What you are asked to do: Scan the listing below for the word "junction" and copy every line where it occurs.

[Opening Extracted records section]

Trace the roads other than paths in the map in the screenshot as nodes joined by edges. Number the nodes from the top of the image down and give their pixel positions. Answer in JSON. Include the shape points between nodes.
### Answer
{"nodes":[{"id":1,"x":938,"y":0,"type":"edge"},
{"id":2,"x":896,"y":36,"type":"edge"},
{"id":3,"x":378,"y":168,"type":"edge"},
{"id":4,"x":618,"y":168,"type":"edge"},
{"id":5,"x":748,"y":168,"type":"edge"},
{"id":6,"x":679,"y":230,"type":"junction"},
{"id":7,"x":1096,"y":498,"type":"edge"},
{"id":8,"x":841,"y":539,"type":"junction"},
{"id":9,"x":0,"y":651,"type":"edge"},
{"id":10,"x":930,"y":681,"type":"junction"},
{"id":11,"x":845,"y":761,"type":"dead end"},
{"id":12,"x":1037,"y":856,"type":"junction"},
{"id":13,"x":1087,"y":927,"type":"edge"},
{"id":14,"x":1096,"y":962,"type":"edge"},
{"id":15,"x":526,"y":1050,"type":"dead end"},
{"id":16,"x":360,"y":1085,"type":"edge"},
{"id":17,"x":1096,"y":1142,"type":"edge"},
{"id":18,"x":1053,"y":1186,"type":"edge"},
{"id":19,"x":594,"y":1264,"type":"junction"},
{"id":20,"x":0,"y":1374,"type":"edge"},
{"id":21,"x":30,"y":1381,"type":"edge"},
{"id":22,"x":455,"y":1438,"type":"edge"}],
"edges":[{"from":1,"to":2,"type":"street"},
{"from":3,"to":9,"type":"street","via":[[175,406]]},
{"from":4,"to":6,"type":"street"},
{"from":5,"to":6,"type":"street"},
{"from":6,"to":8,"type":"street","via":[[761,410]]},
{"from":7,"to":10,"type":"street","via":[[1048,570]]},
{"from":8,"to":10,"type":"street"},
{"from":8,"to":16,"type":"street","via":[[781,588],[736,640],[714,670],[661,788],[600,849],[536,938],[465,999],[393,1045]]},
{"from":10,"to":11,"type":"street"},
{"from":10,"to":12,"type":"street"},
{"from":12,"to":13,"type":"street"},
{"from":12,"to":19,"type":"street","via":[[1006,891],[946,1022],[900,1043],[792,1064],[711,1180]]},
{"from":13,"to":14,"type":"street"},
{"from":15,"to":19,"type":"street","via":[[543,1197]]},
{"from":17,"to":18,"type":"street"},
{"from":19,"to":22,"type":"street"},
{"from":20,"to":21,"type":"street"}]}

[Closing Extracted records section]

Task answer:
{"id":6,"x":679,"y":230,"type":"junction"},
{"id":8,"x":841,"y":539,"type":"junction"},
{"id":10,"x":930,"y":681,"type":"junction"},
{"id":12,"x":1037,"y":856,"type":"junction"},
{"id":19,"x":594,"y":1264,"type":"junction"},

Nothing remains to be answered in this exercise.